■ **Work order**
Search the data for "Golflaan" and copy every matching line.

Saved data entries
━━━━━━━━━━━━━━━━━━━━
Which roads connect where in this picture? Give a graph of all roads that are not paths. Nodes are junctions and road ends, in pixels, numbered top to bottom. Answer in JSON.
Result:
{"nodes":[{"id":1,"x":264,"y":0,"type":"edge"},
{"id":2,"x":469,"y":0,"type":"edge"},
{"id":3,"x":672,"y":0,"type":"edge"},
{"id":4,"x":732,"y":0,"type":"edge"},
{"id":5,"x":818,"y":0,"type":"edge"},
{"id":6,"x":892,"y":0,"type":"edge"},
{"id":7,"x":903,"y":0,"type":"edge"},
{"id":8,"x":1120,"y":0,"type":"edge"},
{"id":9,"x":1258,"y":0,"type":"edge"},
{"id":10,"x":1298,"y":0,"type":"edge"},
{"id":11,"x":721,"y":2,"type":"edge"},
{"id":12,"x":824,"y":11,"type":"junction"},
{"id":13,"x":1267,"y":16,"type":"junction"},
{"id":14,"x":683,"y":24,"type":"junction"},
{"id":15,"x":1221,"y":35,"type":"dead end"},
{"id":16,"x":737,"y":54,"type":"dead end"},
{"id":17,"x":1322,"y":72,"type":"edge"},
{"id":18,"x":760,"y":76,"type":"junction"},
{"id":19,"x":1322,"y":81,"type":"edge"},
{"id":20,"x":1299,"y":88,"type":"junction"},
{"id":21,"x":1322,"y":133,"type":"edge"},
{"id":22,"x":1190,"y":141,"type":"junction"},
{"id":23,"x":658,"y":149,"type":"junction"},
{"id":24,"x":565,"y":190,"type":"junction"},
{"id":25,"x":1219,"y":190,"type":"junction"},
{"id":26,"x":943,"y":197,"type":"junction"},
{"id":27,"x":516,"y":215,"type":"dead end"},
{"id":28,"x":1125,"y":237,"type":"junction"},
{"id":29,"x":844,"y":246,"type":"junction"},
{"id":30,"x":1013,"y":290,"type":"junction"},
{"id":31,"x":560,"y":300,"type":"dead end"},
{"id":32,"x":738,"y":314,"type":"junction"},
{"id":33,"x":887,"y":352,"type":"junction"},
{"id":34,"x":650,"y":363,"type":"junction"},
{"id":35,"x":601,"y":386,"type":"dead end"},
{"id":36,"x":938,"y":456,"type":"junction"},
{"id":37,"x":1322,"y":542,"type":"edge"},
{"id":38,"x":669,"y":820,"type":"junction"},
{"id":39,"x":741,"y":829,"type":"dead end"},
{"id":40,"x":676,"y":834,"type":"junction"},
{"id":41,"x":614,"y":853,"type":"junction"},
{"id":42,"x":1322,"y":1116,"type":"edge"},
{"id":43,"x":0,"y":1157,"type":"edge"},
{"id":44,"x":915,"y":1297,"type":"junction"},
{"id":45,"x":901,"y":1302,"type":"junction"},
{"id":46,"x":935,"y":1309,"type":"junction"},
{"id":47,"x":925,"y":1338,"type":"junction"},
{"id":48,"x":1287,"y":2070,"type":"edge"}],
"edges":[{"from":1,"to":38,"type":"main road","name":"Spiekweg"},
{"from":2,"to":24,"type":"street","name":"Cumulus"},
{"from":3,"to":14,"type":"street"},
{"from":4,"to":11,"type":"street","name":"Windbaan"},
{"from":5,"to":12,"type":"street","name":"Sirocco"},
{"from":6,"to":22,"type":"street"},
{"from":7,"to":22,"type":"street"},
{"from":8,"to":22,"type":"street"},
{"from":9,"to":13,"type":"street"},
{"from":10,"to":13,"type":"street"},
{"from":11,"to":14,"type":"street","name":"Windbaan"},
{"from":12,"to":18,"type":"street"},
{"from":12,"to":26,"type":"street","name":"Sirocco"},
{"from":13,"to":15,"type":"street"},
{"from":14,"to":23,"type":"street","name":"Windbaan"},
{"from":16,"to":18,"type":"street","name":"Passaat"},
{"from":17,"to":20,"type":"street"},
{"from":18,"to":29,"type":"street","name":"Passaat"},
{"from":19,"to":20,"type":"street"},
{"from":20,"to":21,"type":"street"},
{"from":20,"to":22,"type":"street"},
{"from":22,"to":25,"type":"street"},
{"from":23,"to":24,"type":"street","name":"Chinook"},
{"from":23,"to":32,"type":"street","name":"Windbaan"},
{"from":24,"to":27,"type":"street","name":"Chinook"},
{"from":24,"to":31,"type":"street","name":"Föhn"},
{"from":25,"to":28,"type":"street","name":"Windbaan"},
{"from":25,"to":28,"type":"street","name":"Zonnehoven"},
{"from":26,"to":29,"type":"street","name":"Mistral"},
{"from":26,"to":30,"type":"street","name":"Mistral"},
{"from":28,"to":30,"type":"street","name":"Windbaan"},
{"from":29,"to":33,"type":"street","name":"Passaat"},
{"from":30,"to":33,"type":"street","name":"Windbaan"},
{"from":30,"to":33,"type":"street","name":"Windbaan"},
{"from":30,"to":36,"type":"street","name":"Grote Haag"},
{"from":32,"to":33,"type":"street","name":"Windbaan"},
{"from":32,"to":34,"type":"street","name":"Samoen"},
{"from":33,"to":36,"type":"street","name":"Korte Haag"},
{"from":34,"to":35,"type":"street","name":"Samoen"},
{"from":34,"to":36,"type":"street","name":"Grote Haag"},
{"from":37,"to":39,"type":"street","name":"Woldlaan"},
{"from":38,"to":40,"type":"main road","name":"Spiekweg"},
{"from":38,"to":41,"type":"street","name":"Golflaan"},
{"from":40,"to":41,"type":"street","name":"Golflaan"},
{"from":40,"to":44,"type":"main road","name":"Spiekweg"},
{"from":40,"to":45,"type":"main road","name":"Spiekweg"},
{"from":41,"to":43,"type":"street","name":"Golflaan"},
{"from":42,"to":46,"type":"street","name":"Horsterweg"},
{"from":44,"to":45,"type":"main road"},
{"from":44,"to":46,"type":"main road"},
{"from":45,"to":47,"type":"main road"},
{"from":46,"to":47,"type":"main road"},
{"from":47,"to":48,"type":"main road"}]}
━━━━━━━━━━━━━━━━━━━━
■ **Task answer**
{"from":38,"to":41,"type":"street","name":"Golflaan"},
{"from":40,"to":41,"type":"street","name":"Golflaan"},
{"from":41,"to":43,"type":"street","name":"Golflaan"},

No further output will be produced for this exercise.